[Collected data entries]
►

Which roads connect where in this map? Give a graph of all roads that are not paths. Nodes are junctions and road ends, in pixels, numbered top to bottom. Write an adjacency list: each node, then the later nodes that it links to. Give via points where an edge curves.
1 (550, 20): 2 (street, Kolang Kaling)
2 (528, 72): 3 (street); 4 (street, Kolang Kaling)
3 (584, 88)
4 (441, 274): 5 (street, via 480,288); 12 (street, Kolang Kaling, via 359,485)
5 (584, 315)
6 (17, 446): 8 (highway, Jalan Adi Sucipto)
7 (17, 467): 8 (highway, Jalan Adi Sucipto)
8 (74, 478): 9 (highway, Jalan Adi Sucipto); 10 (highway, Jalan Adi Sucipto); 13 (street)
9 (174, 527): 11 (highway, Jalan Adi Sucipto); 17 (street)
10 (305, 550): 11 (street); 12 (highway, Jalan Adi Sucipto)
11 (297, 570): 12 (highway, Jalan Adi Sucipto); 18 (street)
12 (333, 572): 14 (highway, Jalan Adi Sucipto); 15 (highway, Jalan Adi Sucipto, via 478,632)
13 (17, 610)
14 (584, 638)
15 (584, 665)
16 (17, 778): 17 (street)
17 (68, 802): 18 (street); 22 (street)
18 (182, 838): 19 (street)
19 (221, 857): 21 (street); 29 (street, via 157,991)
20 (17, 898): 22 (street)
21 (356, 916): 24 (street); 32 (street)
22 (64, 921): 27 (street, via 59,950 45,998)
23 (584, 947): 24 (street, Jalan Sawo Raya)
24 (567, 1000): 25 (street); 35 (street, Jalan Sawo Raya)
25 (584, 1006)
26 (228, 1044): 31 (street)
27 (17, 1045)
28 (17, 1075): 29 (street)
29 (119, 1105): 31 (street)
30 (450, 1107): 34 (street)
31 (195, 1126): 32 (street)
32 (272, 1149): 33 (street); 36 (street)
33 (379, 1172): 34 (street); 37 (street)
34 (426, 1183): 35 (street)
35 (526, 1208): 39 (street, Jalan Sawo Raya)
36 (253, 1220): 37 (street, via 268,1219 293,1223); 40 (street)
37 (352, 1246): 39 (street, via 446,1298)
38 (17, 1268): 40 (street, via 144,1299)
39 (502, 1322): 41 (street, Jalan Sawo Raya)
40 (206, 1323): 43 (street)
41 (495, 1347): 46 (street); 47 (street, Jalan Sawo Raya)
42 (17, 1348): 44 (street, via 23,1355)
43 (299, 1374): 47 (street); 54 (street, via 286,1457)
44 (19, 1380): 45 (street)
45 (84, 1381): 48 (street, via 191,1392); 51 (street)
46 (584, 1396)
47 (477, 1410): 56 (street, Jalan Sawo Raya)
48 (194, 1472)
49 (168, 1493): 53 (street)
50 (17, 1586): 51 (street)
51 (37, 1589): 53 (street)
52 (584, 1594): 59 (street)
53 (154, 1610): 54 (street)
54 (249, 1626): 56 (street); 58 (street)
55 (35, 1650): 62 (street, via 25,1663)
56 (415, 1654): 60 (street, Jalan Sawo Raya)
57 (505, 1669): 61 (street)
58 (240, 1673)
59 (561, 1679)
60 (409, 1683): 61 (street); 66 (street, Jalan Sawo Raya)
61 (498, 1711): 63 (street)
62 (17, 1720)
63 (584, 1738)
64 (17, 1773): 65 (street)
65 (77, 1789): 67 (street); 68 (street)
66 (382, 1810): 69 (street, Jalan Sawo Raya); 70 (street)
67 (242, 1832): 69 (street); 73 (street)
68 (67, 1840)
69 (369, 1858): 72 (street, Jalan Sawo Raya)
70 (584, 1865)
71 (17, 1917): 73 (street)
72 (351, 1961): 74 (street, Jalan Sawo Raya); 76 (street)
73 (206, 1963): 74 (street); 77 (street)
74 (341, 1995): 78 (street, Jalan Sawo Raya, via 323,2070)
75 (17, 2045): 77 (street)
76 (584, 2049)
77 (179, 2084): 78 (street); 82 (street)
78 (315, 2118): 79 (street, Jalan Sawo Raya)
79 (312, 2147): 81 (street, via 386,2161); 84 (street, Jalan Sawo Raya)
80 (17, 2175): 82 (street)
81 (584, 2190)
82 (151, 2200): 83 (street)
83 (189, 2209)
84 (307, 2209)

◄

• ACTION ITEM: Collect from the data above every line that includes "Kaling".

• WRITTEN ANSWER:
1 (550, 20): 2 (street, Kolang Kaling)
2 (528, 72): 3 (street); 4 (street, Kolang Kaling)
4 (441, 274): 5 (street, via 480,288); 12 (street, Kolang Kaling, via 359,485)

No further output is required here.